Data for the task START
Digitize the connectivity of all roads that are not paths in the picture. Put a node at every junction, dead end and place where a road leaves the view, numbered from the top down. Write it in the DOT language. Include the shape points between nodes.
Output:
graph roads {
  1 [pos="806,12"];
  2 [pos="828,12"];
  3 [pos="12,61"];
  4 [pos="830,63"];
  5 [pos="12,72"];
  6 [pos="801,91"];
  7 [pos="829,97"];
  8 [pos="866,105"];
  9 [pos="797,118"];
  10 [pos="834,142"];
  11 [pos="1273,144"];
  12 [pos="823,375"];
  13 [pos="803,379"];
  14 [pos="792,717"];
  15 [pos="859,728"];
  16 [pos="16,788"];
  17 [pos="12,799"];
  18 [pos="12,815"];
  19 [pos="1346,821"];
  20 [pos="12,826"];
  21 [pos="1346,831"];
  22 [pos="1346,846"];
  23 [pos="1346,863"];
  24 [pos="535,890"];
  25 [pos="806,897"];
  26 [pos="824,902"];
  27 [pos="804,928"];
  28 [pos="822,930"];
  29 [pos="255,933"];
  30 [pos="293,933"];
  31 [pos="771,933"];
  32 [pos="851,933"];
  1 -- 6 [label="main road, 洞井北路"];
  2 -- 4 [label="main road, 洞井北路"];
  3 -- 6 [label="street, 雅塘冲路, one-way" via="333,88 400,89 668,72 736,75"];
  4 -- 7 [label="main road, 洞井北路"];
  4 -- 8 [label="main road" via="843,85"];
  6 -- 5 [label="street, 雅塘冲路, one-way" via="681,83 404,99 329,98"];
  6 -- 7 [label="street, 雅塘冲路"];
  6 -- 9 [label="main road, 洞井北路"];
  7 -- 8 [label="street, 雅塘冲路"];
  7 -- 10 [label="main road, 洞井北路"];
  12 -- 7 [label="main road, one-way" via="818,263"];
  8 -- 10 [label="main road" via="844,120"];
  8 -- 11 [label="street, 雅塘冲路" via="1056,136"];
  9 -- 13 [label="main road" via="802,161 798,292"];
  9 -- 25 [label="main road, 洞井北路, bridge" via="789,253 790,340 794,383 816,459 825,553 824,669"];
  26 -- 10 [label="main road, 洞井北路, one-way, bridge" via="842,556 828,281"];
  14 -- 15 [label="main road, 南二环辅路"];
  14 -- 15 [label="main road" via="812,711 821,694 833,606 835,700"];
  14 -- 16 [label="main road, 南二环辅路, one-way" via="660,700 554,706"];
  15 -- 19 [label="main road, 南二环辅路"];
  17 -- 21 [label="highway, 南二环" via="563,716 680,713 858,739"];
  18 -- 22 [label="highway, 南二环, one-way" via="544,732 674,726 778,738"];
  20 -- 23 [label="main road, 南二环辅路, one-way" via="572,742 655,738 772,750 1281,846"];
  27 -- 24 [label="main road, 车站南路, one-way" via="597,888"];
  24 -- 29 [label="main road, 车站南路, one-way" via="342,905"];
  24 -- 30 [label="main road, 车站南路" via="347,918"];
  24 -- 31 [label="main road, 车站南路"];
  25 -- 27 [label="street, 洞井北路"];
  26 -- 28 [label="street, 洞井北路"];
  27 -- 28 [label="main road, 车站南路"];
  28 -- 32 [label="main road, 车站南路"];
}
Data for the task END
About this exercise: Repeat the data precisely, line by line.

Answer area:
Digitize the connectivity of all roads that are not paths in the picture. Put a node at every junction, dead end and place where a road leaves the view, numbered from the top down. Write it in the DOT language. Include the shape points between nodes.
Output:
graph roads {
  1 [pos="806,12"];
  2 [pos="828,12"];
  3 [pos="12,61"];
  4 [pos="830,63"];
  5 [pos="12,72"];
  6 [pos="801,91"];
  7 [pos="829,97"];
  8 [pos="866,105"];
  9 [pos="797,118"];
  10 [pos="834,142"];
  11 [pos="1273,144"];
  12 [pos="823,375"];
  13 [pos="803,379"];
  14 [pos="792,717"];
  15 [pos="859,728"];
  16 [pos="16,788"];
  17 [pos="12,799"];
  18 [pos="12,815"];
  19 [pos="1346,821"];
  20 [pos="12,826"];
  21 [pos="1346,831"];
  22 [pos="1346,846"];
  23 [pos="1346,863"];
  24 [pos="535,890"];
  25 [pos="806,897"];
  26 [pos="824,902"];
  27 [pos="804,928"];
  28 [pos="822,930"];
  29 [pos="255,933"];
  30 [pos="293,933"];
  31 [pos="771,933"];
  32 [pos="851,933"];
  1 -- 6 [label="main road, 洞井北路"];
  2 -- 4 [label="main road, 洞井北路"];
  3 -- 6 [label="street, 雅塘冲路, one-way" via="333,88 400,89 668,72 736,75"];
  4 -- 7 [label="main road, 洞井北路"];
  4 -- 8 [label="main road" via="843,85"];
  6 -- 5 [label="street, 雅塘冲路, one-way" via="681,83 404,99 329,98"];
  6 -- 7 [label="street, 雅塘冲路"];
  6 -- 9 [label="main road, 洞井北路"];
  7 -- 8 [label="street, 雅塘冲路"];
  7 -- 10 [label="main road, 洞井北路"];
  12 -- 7 [label="main road, one-way" via="818,263"];
  8 -- 10 [label="main road" via="844,120"];
  8 -- 11 [label="street, 雅塘冲路" via="1056,136"];
  9 -- 13 [label="main road" via="802,161 798,292"];
  9 -- 25 [label="main road, 洞井北路, bridge" via="789,253 790,340 794,383 816,459 825,553 824,669"];
  26 -- 10 [label="main road, 洞井北路, one-way, bridge" via="842,556 828,281"];
  14 -- 15 [label="main road, 南二环辅路"];
  14 -- 15 [label="main road" via="812,711 821,694 833,606 835,700"];
  14 -- 16 [label="main road, 南二环辅路, one-way" via="660,700 554,706"];
  15 -- 19 [label="main road, 南二环辅路"];
  17 -- 21 [label="highway, 南二环" via="563,716 680,713 858,739"];
  18 -- 22 [label="highway, 南二环, one-way" via="544,732 674,726 778,738"];
  20 -- 23 [label="main road, 南二环辅路, one-way" via="572,742 655,738 772,750 1281,846"];
  27 -- 24 [label="main road, 车站南路, one-way" via="597,888"];
  24 -- 29 [label="main road, 车站南路, one-way" via="342,905"];
  24 -- 30 [label="main road, 车站南路" via="347,918"];
  24 -- 31 [label="main road, 车站南路"];
  25 -- 27 [label="street, 洞井北路"];
  26 -- 28 [label="street, 洞井北路"];
  27 -- 28 [label="main road, 车站南路"];
  28 -- 32 [label="main road, 车站南路"];
}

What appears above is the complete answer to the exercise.